As long as 20 years ago, people were noticing McCarver talked too much:
McCarver is the preeminent overanalyst of his day. Ask him what time it is, and he'll tell you how a watch works.
That same article quoted one of McCarver's increasingly frequent non sequiturs:
"Pitch count is a broad gauge of a pitcher's effectiveness. [But] I think how the hitters are approaching a pitcher is a better gauge of how effective he still is."
The passage of twenty years hasn't changed things. During the 2011 World Series, McCarver tried to spell an important baseball word and got the number of letters wrong:
After a strikeout to end the top of the 7th, McCarver uttered a soon to be famous phrase. "It’s a five letter word. S-t-r-i-k-e."
That was only a few days after his analysis of Brandon Inge's hitting tendencies turned out to be 100% incorrect:
It’s no secret Fox baseball analyst Tim McCarver makes a few mistakes on his broadcasts. ... But it’s rare to find him proven wrong mere moments after he makes a baseless claim, as happened Wednesday night when Detroit’s Brandon Inge pulled a home run to left field… right after McCarver said he’d definitely not do that.
This year, there was McCarver's wacky claim that "global warming" was increasing the number of home runs hit because "the air is thinner", and it got worse during the postseason. During this year's NLCS, fans at a Cardinals forum found this gem:
Tim is having a rough day. Missed the 1B coach's first name, then flubbed Matt Carpenter's first post-season AB (should have been CS). He also said this:
"I wonder if Cain took the bunt sign as a sign to bunt the ball."
And I'm sure you remember Tim's shout-out to singer Barry Manilow during the World Series:
McCarver: "That's a sound he has not heard too often in this ballpark. That sound of 'Barry! Barry!'"
Joe Buck: "They used to say it for someone else around here.
McCarver: "When Barry Manilow was here at concerts."
I even found one myself, when McCarver was going on and on and on in Game 4 of the just-completed World Series about Ryan Theriot facing Max Scherzer; Tim blathered something about Scherzer playing college ball at the University of Missouri, and Theriot possibly playing against him then -- never mind that Theriot had already been in pro ball for two years when Scherzer threw his first pitch for Missouri in 2004.
The point of all of this isn't to bash McCarver.
The point of all of this is to wonder why Fox-TV, which has paid multiple billions of dollars for the right to broadcast Major League Baseball's postseason exclusively since 2000, would continue to put on the air a broadcaster who literally is liked by almost no one. Wouldn't you think that Fox would try to find someone who, besides getting things right, might actually be a person at whom viewers wouldn't want to hurl a brick through their TV screen?
McCarver is 71, and lest you think this is a campaign to get the old guys out of baseball broadcasting, I should point out that I very much enjoy listening to 77-year-old Bob Uecker and 84-year-old Vin Scully, two older men who are still among the very best at their profession.
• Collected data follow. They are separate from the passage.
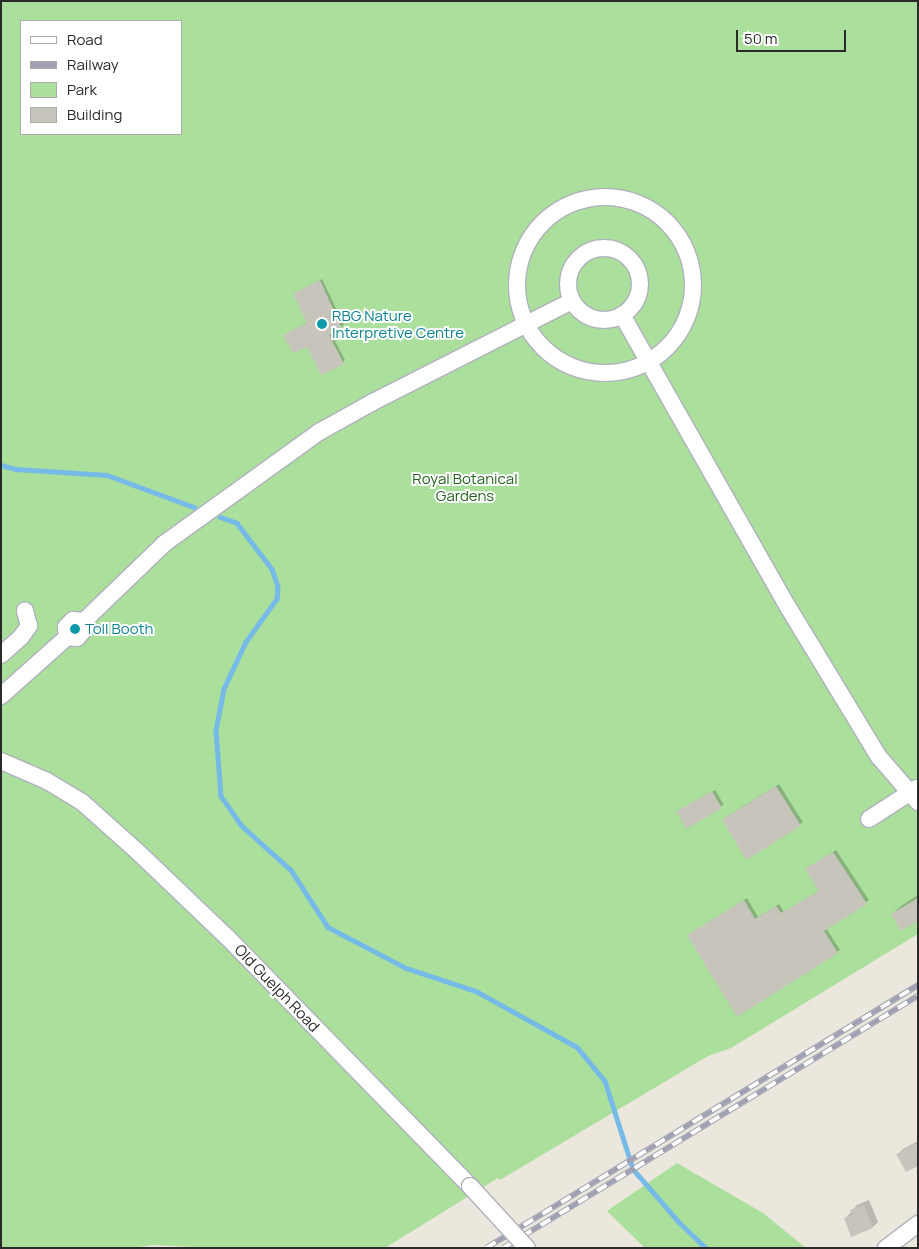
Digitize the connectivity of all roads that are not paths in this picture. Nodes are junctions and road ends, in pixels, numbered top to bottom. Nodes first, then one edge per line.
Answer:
1 (572, 301) junction
2 (622, 315) junction
3 (525, 324) junction
4 (649, 362) junction
5 (25, 611) dead end
6 (1, 656) edge
7 (1, 696) edge
8 (1, 761) edge
9 (915, 794) edge
10 (869, 819) dead end
11 (918, 1224) edge
12 (528, 1248) edge
13 (886, 1248) edge

1 - 2 street
1 - 2 street
1 - 3 street
2 - 4 street
3 - 4 street
3 - 4 street
3 - 7 street
4 - 9 street
5 - 6 street
8 - 12 street, Old Guelph Road, bridge
9 - 10 street
11 - 13 street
Tim McCarver isn't. This was even more pointedly seen during the 2011 postseason, when McCarver had to miss a couple of games and Terry Francona -- a man with almost literally zero broadcasting experience -- filled in more than capably. McCarver's like your weird old uncle who keeps showing up at family reunions because he thinks he's the life of the party, when all you'd like to do is not even be in the same hemisphere with him.
Please, Fox. Please, Tim. Find a way to gracefully announce McCarver's retirement from broadcasting, so we can hear someone more competent on the 2013 postseason games.